From the Publisher. Otl Aicher's writings are explorations of the world, a substantive part of his work. In moving through the history of thought and design, building and construction, he assures us of the possibilities of arranging existence in a humane fashion. He is concerned with the question of the conditions needed to produce a civilized culture. These conditions have to be fought for against apparent factual or material constraints and spiritual and intellectual substitutes on offer.

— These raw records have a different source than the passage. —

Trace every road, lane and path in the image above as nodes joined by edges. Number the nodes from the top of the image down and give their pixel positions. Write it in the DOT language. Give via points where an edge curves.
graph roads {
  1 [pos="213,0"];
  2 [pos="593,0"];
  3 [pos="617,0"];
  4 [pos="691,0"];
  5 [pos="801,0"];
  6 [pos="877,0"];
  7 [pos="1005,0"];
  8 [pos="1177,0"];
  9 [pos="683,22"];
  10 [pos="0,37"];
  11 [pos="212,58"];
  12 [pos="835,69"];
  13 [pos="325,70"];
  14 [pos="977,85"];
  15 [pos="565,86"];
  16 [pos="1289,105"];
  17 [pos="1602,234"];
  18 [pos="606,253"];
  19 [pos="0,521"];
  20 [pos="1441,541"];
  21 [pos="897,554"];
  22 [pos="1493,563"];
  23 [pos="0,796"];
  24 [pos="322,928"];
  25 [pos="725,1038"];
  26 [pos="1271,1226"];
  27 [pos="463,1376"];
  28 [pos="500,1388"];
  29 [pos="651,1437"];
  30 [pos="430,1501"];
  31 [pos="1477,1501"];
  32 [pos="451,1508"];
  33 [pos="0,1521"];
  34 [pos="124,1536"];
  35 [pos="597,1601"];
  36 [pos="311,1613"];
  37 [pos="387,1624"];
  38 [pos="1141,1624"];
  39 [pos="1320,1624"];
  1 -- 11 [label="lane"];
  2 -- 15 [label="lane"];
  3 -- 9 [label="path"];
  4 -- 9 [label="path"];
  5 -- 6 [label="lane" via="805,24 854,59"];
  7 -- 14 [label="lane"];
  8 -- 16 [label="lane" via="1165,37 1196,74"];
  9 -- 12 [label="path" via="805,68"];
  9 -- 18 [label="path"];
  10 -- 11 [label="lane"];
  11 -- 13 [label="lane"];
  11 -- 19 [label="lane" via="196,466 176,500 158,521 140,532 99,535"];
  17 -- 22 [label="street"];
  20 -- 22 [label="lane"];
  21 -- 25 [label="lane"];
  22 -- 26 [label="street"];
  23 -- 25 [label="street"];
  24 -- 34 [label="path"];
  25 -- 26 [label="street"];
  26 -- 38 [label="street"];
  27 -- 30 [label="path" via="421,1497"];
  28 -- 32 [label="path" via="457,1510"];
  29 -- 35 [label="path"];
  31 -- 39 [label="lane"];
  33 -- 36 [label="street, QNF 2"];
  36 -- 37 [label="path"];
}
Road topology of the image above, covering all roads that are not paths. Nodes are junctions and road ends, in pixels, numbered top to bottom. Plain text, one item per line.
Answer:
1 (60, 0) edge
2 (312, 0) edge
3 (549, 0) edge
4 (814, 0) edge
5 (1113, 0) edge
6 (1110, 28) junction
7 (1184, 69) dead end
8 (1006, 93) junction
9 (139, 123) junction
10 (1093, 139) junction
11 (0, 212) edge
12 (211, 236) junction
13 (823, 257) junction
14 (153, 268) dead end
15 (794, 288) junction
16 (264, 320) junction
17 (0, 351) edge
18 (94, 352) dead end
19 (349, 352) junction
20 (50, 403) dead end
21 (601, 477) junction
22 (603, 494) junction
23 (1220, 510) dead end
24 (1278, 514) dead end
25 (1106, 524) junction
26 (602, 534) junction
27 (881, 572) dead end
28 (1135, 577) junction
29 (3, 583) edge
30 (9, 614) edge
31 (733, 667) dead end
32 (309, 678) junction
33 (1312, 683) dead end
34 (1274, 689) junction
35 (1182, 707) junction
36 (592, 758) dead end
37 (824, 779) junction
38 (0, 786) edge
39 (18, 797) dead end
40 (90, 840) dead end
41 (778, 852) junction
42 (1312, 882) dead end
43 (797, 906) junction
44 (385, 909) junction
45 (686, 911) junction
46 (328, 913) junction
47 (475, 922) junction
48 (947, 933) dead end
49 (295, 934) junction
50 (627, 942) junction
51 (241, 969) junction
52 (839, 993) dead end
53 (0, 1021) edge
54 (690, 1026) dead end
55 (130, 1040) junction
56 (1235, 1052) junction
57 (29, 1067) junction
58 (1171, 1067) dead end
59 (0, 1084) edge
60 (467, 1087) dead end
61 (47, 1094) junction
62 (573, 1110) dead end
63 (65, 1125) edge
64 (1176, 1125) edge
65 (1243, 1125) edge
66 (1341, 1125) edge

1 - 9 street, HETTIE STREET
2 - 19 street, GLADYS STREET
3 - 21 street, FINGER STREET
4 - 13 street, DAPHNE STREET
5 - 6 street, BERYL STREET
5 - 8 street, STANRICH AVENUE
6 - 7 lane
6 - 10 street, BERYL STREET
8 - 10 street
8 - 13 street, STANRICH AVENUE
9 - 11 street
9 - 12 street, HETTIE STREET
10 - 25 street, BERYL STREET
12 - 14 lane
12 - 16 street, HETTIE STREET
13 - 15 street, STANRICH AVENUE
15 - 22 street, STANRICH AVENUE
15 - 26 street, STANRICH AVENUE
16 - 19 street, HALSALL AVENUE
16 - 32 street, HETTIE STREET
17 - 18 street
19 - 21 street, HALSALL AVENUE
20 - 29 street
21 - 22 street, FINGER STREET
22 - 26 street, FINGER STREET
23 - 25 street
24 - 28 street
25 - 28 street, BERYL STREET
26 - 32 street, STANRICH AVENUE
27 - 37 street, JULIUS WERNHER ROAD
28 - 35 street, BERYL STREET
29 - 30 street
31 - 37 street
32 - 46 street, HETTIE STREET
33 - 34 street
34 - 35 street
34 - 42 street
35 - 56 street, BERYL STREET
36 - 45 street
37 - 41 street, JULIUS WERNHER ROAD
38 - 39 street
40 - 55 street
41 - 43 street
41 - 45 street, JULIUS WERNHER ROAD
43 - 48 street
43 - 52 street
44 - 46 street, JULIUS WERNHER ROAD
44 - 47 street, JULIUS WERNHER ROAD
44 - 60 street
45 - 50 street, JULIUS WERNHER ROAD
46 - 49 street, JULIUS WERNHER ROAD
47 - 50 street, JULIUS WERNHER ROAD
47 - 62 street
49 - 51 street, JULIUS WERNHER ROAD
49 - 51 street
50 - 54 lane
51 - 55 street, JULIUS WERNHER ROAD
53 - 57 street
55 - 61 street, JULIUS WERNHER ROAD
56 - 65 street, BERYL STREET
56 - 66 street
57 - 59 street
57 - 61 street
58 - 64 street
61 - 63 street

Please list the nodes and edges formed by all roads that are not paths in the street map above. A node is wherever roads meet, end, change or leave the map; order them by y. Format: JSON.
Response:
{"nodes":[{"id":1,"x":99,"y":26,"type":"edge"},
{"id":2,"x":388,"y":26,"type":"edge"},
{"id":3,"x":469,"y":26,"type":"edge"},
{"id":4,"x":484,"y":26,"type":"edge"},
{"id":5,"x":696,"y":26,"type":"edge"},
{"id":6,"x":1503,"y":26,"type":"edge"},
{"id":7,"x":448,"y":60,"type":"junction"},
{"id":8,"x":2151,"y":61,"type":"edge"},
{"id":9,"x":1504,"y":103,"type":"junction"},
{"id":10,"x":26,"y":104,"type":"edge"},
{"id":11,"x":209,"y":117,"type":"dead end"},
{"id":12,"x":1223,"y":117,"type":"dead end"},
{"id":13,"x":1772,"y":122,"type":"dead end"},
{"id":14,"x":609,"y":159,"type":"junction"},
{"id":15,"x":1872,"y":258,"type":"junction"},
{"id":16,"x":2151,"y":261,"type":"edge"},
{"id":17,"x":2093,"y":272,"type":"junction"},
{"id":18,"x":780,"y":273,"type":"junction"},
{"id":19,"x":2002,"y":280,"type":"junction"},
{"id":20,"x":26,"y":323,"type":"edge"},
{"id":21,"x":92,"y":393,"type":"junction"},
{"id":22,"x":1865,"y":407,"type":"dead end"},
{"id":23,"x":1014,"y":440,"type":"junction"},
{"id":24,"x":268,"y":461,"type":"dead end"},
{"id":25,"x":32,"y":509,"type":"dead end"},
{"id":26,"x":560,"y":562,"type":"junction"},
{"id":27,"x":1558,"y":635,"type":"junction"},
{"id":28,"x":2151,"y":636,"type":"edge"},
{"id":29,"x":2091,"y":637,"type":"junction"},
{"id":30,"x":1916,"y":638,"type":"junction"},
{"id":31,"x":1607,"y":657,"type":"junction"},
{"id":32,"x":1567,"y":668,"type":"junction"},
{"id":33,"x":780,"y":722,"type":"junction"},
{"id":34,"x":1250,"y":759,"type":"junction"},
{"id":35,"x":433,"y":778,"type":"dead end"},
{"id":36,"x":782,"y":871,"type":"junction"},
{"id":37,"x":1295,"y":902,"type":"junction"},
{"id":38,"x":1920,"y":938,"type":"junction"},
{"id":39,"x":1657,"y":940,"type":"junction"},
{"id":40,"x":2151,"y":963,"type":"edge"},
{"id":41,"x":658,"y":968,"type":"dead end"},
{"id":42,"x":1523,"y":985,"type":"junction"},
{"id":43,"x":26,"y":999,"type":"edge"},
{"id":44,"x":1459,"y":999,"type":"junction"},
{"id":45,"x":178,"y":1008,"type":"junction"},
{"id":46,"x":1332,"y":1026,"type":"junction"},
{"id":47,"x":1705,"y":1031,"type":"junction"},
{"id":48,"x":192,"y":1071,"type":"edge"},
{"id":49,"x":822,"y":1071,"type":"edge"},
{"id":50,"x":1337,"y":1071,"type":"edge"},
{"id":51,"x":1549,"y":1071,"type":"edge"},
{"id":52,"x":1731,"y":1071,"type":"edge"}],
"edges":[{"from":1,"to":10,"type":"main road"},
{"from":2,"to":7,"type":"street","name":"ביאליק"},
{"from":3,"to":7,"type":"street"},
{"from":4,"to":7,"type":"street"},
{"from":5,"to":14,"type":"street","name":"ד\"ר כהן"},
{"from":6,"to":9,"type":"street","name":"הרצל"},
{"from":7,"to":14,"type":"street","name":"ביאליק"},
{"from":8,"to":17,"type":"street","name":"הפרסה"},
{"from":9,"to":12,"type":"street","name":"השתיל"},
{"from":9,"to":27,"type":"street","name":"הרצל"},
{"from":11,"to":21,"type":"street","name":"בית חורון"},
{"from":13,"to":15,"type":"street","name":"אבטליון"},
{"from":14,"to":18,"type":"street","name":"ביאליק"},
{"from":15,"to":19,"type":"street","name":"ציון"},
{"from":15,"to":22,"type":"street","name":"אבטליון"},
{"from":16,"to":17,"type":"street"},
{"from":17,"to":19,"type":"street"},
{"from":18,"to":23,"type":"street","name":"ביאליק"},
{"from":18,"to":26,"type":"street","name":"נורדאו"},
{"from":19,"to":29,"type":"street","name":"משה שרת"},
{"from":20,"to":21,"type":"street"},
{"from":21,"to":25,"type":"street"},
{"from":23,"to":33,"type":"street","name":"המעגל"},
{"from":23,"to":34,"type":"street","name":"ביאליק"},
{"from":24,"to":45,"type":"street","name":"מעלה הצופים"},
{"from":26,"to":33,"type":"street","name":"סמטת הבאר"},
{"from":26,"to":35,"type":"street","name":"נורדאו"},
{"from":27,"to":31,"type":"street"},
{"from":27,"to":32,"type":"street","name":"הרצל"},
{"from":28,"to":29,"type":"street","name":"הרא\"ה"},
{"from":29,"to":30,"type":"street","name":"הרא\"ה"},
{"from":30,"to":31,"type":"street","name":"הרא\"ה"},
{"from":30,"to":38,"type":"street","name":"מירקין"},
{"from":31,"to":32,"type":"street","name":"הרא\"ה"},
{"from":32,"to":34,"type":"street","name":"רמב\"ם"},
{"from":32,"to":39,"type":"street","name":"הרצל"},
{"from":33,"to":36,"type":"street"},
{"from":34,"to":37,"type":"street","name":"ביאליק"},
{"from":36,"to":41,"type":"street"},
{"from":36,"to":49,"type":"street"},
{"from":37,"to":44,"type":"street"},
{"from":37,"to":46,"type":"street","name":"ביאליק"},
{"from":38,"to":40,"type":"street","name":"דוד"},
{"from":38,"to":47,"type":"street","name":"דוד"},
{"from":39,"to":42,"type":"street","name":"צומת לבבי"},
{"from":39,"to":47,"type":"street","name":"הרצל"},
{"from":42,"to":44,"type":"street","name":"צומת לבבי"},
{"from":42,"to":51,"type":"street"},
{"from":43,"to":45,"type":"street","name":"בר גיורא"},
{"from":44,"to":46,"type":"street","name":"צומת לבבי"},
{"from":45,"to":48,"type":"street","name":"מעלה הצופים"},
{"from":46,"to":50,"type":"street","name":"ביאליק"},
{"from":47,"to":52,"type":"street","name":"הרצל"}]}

Otl Aicher likes a dispute. For this reason, the volume contains polemical statements on cultural and political subjects as well as practical reports and historical exposition. He fights with productive obstinacy, above all for the renewal of modernism, which he claims has largely exhausted itself in aesthetic visions; he insists the ordinary working day is still more important than the “cultural Sunday.”

On 3 book lists
Jeffrey Bernett

Otl Aicher founded the Ulm School of Design, which became Germany’s leading educational center for design during the 1950s and 1960s. Aicher was heavily involved in corporate branding for a number of important companies of the era, including designing the logo for German airline Lufthansa, and is probably best known for being the lead designer for the 1972 Munich Olympics. A complete and broad thinker of design.

Fritz Frenkler

Another standard work on industrial design that should be consulted occasionally.

Sam Hecht

I have read this book about four times—and at different times of my life. In my opinion it should be read by every design student. While I was a professor at Karlsruhe University I was surprised that few of my students had heard of it, let alone the writer and designer, Otl Aicher. Why is it so important? I believe that too many designers have lost the ability to realize that projects are ultimately for people—not the company. Aicher explains this very clearly, and as his rationale is very cutting, it would be hard to argue with.